Your objective: In the data below, which lines hold the word "path"? Copy them.

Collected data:
^^^^^^^^^^^^^^^^
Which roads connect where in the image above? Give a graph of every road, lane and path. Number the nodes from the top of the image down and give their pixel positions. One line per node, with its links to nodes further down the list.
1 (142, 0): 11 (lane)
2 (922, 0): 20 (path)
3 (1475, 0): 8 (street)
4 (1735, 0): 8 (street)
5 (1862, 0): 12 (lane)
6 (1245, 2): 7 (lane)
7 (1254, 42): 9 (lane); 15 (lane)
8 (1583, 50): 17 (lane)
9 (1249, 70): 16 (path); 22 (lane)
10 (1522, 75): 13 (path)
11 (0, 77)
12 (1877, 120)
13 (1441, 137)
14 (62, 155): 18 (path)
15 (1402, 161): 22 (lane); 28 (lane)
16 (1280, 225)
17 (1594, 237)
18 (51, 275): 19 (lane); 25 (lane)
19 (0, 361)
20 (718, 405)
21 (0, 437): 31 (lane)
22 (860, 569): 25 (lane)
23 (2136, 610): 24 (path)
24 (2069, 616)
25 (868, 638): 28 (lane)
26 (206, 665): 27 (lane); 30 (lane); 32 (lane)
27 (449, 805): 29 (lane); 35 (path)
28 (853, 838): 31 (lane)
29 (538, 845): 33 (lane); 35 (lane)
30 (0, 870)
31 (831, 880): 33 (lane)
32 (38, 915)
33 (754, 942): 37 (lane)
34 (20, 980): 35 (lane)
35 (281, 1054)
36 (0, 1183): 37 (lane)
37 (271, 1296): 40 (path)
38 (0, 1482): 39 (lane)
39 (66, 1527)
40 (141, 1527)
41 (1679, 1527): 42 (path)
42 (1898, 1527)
^^^^^^^^^^^^^^^^
Result for this exercise:
Which roads connect where in the image above? Give a graph of every road, lane and path. Number the nodes from the top of the image down and give their pixel positions. One line per node, with its links to nodes further down the list.
2 (922, 0): 20 (path)
9 (1249, 70): 16 (path); 22 (lane)
10 (1522, 75): 13 (path)
14 (62, 155): 18 (path)
23 (2136, 610): 24 (path)
27 (449, 805): 29 (lane); 35 (path)
37 (271, 1296): 40 (path)
41 (1679, 1527): 42 (path)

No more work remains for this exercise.